Mammoth debate over euthanasia — why is it taking so long?
APPROVAL for a controversial bill which legalises euthanasia is looming after another epic debate in Victoria’s Parliament. But why is it taking them so long?
EXHAUSTED pollies let out a tired cheer in Victoria this afternoon after passing the hundredth clause of an excruciating debate on assisted dying.
The bleary-eyed Upper house MPs have been at it for more than 24 hours straight after many of them rocked up to work with pillows and toothbrushes yesterday.
The proposed laws state terminally ill people with less than six months to live and who are suffering unbearable pain will be able to request lethal medication.

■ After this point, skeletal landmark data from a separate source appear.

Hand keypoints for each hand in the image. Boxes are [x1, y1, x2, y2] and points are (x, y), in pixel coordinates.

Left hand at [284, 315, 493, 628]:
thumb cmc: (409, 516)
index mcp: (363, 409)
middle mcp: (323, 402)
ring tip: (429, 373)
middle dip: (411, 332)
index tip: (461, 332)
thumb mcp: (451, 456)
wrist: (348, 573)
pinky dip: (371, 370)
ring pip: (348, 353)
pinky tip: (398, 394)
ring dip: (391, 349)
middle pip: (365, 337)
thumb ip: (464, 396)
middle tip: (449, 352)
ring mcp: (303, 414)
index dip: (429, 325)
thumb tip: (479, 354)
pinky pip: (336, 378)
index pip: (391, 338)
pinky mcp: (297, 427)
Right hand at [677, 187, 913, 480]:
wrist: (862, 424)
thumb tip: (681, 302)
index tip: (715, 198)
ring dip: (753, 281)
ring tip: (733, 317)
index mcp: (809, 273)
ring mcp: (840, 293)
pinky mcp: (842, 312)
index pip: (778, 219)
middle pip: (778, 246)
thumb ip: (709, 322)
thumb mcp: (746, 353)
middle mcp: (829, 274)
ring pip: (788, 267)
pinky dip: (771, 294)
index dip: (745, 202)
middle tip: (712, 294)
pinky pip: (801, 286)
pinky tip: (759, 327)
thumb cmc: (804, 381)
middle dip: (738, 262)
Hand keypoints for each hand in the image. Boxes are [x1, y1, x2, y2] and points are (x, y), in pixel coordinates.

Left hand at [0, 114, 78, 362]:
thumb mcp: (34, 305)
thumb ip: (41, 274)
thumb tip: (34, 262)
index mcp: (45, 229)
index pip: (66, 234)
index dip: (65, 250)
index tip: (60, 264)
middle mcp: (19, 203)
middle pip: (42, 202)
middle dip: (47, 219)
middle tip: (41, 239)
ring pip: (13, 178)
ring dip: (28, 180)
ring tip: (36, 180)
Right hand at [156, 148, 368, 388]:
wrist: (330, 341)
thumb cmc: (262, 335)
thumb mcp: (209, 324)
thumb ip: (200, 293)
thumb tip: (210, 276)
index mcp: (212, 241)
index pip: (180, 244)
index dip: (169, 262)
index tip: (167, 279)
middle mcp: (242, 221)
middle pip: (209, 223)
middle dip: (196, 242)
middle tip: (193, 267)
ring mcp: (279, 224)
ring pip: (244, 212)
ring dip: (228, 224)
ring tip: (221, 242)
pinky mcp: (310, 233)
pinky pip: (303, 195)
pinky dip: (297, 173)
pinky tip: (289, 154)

But what is taking them so long?
Labor say the bill’s opponents are filibustering and deliberately stalling debate.
“When they run out of argument, they just keep regurgitating either extracts from articles or try to delay the passage of the legislation,” Leader of the government in the Legislative Council, Gavin Jennings told The Australian.
“If people were actually wanting to amend this legislation to improve it, good on them ... It’s when they keep going over the same ground again and again.”
And, it not even the first time the Upper House has discussed the bill. The debate was suspended last week when an MP collapsed at the end of an exhausting 26-hour sitting.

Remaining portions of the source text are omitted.